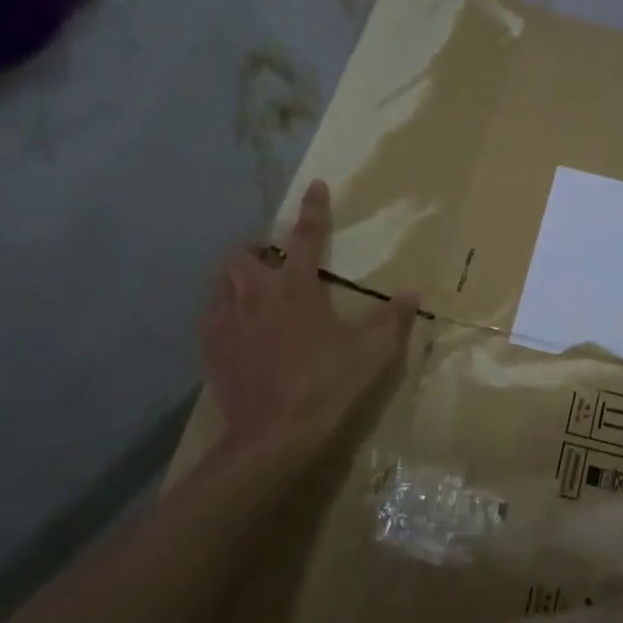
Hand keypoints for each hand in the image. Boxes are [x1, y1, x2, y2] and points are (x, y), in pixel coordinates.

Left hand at [200, 179, 418, 464]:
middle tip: (273, 261)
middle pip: (243, 254)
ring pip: (220, 281)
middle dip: (256, 250)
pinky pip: (211, 315)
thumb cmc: (326, 386)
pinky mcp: (211, 348)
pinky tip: (237, 329)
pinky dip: (223, 311)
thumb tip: (411, 293)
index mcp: (297, 289)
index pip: (307, 237)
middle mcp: (256, 295)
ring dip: (236, 277)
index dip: (313, 209)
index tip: (314, 185)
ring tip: (253, 291)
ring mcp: (228, 321)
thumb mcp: (371, 354)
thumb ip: (392, 319)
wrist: (272, 436)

Your assignment:
Output every line above exactly as it stands, and drop any picture.

Output for this exercise:
Hand keypoints for each hand in the image. Boxes are [x1, y1, x2, y2] and points are (x, y), in pixel coordinates.

Left hand at [200, 179, 418, 464]:
middle tip: (273, 261)
middle pip: (243, 254)
ring pip: (220, 281)
middle dip: (256, 250)
pinky pip: (211, 315)
thumb cmc: (326, 386)
pinky mcp: (211, 348)
pinky tip: (237, 329)
pinky dip: (223, 311)
thumb tip: (411, 293)
index mcp: (297, 289)
index pip: (307, 237)
middle mcp: (256, 295)
ring dip: (236, 277)
index dip: (313, 209)
index tip: (314, 185)
ring tip: (253, 291)
ring mcp: (228, 321)
thumb mcp: (371, 354)
thumb ip: (392, 319)
wrist: (272, 436)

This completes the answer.